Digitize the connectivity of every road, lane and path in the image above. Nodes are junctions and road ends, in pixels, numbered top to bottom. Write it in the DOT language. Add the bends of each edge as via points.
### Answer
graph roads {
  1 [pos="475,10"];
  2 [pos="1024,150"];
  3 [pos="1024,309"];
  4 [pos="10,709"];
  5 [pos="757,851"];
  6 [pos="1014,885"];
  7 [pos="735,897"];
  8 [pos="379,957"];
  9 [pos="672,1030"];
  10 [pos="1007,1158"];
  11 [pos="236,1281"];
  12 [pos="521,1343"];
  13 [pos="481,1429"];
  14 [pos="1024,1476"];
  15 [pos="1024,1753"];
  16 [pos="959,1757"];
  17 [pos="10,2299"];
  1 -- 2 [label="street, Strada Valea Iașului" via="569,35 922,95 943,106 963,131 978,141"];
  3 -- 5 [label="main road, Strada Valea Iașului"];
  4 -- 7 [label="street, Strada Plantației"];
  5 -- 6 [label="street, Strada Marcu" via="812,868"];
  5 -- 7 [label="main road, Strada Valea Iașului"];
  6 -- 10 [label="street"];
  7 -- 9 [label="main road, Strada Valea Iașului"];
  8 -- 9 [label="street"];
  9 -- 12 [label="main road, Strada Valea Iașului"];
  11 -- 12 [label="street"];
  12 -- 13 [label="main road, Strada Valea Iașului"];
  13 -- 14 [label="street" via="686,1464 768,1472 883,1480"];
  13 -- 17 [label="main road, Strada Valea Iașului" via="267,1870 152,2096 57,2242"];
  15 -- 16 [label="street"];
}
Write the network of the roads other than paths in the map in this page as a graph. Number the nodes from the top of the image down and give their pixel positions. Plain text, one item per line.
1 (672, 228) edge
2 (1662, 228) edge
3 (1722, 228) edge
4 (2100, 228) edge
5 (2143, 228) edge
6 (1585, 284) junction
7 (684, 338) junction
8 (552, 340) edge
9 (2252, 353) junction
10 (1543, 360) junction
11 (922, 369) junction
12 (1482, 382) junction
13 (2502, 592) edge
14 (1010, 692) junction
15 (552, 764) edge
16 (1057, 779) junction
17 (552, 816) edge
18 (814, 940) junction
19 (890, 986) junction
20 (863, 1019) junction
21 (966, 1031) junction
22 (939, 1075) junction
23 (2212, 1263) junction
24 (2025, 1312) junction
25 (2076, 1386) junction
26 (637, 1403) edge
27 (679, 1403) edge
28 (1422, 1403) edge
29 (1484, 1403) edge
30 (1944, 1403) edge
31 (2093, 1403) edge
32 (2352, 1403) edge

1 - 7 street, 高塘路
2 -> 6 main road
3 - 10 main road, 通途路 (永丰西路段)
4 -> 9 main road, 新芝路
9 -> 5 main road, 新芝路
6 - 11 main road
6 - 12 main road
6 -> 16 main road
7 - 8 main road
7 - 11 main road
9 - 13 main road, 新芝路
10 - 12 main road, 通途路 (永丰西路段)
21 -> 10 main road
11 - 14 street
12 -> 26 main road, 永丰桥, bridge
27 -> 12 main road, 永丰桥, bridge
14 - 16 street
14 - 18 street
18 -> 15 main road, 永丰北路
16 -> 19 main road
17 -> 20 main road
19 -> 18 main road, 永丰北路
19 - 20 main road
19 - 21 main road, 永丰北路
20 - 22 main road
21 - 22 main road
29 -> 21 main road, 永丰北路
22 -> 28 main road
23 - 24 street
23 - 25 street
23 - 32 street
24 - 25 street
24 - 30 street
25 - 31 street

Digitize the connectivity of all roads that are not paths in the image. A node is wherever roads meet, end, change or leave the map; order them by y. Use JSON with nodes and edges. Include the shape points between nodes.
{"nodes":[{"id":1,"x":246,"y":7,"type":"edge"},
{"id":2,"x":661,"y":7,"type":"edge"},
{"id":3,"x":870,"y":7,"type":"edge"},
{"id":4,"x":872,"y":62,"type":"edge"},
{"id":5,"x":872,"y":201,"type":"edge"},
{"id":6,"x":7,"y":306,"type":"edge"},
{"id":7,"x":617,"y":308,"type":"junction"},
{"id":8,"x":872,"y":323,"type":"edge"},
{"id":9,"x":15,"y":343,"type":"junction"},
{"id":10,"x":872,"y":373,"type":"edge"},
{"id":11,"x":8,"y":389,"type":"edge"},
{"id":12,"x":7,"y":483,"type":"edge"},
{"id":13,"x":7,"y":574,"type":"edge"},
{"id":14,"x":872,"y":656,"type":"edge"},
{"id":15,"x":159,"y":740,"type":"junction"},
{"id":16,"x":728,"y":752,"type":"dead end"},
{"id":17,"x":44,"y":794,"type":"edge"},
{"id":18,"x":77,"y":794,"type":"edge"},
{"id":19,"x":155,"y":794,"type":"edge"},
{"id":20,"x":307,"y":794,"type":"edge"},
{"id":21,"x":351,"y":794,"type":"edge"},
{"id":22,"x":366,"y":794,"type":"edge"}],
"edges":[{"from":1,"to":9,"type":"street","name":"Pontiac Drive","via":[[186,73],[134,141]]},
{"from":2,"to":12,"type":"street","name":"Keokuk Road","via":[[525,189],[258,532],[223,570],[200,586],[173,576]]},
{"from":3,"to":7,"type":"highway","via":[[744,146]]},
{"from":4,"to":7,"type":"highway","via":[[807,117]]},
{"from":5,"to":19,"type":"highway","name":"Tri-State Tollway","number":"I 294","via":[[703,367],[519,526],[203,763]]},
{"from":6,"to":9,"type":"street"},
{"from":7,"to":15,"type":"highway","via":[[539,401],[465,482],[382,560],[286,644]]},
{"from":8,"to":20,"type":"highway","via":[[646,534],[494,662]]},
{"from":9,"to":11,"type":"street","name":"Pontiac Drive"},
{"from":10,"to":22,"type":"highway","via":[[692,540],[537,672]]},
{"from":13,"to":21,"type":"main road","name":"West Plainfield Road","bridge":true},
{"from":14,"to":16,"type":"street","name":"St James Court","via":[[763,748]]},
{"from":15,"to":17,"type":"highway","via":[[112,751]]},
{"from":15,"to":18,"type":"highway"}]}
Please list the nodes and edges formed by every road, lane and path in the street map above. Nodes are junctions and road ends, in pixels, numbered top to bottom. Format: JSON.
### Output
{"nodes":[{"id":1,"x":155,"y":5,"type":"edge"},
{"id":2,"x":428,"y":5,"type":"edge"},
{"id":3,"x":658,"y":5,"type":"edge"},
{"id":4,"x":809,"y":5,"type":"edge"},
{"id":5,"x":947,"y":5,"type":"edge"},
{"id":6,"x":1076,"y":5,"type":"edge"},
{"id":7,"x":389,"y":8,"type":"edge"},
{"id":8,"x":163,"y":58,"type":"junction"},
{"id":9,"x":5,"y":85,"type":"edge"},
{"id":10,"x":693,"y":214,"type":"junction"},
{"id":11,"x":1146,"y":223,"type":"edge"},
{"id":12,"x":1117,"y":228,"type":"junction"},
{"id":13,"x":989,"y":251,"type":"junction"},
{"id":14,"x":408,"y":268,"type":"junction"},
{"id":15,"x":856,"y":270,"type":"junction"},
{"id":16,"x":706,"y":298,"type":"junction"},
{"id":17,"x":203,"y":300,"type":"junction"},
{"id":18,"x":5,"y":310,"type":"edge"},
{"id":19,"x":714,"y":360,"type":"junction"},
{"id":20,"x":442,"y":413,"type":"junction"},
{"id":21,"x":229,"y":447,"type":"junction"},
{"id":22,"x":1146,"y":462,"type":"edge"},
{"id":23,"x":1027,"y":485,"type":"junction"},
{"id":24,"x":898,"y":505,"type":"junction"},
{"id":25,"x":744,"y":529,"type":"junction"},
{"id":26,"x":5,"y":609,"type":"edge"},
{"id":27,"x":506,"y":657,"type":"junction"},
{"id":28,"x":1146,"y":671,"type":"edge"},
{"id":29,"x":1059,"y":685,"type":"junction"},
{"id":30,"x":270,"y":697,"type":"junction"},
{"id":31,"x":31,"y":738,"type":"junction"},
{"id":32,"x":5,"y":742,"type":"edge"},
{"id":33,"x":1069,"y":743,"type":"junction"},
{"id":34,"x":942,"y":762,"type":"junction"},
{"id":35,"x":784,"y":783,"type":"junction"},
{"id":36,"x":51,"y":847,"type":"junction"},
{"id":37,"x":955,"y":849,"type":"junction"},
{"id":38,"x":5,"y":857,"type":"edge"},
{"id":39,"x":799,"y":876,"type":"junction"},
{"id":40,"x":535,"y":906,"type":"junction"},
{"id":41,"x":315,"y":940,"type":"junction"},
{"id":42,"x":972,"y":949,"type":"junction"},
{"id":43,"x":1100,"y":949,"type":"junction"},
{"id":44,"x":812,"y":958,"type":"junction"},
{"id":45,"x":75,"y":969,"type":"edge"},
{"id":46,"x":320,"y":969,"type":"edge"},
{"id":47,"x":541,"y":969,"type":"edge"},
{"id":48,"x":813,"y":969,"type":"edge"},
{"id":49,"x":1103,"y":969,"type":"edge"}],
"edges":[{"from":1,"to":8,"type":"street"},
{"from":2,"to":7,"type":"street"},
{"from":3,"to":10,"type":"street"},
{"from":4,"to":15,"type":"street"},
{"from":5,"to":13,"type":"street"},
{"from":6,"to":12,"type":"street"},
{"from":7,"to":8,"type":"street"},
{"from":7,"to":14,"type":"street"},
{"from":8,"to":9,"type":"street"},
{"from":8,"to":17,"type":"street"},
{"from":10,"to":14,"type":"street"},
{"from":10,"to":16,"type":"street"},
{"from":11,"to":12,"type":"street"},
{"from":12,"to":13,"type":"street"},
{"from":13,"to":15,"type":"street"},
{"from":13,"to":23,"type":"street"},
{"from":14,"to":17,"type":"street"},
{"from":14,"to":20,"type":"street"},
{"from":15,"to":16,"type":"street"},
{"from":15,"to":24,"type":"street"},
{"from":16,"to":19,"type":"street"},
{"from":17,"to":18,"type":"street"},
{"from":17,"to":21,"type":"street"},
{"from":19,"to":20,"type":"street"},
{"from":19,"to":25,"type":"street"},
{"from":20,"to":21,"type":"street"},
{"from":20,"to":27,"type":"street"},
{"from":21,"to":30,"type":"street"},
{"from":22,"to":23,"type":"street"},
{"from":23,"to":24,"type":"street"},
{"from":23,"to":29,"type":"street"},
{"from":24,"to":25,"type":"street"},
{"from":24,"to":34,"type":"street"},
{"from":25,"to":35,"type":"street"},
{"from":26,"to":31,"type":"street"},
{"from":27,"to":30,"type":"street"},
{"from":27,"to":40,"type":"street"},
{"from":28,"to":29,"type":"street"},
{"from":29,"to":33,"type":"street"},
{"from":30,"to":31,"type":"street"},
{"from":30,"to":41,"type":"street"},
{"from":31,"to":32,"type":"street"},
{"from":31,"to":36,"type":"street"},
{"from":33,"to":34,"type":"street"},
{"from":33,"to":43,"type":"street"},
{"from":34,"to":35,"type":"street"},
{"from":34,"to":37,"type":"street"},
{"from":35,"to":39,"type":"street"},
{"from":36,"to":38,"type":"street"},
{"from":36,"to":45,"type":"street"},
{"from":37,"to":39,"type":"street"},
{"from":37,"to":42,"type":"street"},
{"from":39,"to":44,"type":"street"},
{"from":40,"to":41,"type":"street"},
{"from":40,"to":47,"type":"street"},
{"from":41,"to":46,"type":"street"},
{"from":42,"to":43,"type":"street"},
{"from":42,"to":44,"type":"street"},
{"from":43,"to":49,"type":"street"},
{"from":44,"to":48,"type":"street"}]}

_Work to complete_:
Every line of the listing above that includes "image" should be copied out.

_Task answer_:
Digitize the connectivity of every road, lane and path in the image above. Nodes are junctions and road ends, in pixels, numbered top to bottom. Write it in the DOT language. Add the bends of each edge as via points.
Write the network of the roads other than paths in the map in this page as a graph. Number the nodes from the top of the image down and give their pixel positions. Plain text, one item per line.
Digitize the connectivity of all roads that are not paths in the image. A node is wherever roads meet, end, change or leave the map; order them by y. Use JSON with nodes and edges. Include the shape points between nodes.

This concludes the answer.